## What is being asked
Go through the records and show each line where the word "junction" occurs.

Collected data
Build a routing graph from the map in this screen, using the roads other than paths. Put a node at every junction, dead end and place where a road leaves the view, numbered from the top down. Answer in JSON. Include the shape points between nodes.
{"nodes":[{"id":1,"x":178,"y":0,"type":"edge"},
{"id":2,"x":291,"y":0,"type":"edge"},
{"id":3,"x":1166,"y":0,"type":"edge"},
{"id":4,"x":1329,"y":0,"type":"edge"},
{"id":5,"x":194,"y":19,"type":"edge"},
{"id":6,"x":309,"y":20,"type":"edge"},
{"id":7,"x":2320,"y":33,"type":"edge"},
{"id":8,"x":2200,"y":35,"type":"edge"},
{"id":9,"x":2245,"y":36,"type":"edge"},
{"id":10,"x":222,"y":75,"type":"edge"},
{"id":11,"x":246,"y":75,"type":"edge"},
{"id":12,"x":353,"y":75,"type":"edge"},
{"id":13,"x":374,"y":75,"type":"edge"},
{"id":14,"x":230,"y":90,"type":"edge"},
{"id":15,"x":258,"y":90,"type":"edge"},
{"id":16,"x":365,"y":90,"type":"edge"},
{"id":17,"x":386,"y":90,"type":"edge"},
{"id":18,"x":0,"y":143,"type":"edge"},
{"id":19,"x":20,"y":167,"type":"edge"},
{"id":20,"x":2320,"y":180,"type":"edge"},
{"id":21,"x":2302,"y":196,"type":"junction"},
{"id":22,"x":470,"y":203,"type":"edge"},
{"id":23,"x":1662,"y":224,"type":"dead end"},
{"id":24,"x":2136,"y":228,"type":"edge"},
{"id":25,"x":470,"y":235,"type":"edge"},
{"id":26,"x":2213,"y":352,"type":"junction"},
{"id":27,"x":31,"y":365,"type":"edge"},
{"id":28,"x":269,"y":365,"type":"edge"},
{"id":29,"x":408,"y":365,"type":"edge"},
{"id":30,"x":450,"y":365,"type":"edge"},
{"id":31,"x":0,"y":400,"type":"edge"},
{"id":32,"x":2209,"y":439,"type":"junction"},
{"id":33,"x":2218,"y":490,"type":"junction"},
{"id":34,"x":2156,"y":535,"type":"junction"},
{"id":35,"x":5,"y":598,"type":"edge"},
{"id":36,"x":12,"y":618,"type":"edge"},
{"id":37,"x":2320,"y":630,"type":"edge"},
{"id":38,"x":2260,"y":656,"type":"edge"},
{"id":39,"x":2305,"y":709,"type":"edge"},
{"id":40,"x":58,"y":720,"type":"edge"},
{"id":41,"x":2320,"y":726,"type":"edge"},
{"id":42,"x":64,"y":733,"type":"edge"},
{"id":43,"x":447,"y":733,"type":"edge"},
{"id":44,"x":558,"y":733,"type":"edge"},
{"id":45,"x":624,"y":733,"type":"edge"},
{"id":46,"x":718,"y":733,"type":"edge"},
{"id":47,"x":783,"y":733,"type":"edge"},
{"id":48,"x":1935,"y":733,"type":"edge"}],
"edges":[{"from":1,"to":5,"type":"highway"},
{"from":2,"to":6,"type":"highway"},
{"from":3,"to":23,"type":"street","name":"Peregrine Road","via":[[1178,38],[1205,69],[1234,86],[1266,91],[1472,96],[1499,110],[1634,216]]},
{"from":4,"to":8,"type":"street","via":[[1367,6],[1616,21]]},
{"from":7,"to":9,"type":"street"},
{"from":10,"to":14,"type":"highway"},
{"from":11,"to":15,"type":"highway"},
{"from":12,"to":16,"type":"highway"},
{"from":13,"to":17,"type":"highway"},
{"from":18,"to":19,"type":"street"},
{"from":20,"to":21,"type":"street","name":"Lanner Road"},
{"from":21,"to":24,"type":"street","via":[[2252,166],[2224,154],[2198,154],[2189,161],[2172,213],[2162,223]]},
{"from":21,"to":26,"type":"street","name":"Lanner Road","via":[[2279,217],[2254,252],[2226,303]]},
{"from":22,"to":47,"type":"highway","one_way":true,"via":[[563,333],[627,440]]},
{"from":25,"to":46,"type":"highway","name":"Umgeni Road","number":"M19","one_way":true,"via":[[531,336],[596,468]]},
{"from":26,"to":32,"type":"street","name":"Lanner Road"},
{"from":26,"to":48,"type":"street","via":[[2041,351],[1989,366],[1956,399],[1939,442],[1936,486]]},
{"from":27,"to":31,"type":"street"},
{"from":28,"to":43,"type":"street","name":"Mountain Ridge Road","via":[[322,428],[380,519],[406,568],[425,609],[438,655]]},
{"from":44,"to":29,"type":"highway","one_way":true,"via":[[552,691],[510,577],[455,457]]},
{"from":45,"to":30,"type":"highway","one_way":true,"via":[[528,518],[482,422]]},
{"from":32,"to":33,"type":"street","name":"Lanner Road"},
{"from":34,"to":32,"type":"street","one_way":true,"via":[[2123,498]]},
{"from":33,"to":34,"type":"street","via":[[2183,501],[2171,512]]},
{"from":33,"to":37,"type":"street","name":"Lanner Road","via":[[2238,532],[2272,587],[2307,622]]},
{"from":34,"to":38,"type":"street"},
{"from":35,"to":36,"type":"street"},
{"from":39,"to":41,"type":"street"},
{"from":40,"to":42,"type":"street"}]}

## Answer to the problem
Build a routing graph from the map in this screen, using the roads other than paths. Put a node at every junction, dead end and place where a road leaves the view, numbered from the top down. Answer in JSON. Include the shape points between nodes.
{"id":21,"x":2302,"y":196,"type":"junction"},
{"id":26,"x":2213,"y":352,"type":"junction"},
{"id":32,"x":2209,"y":439,"type":"junction"},
{"id":33,"x":2218,"y":490,"type":"junction"},
{"id":34,"x":2156,"y":535,"type":"junction"},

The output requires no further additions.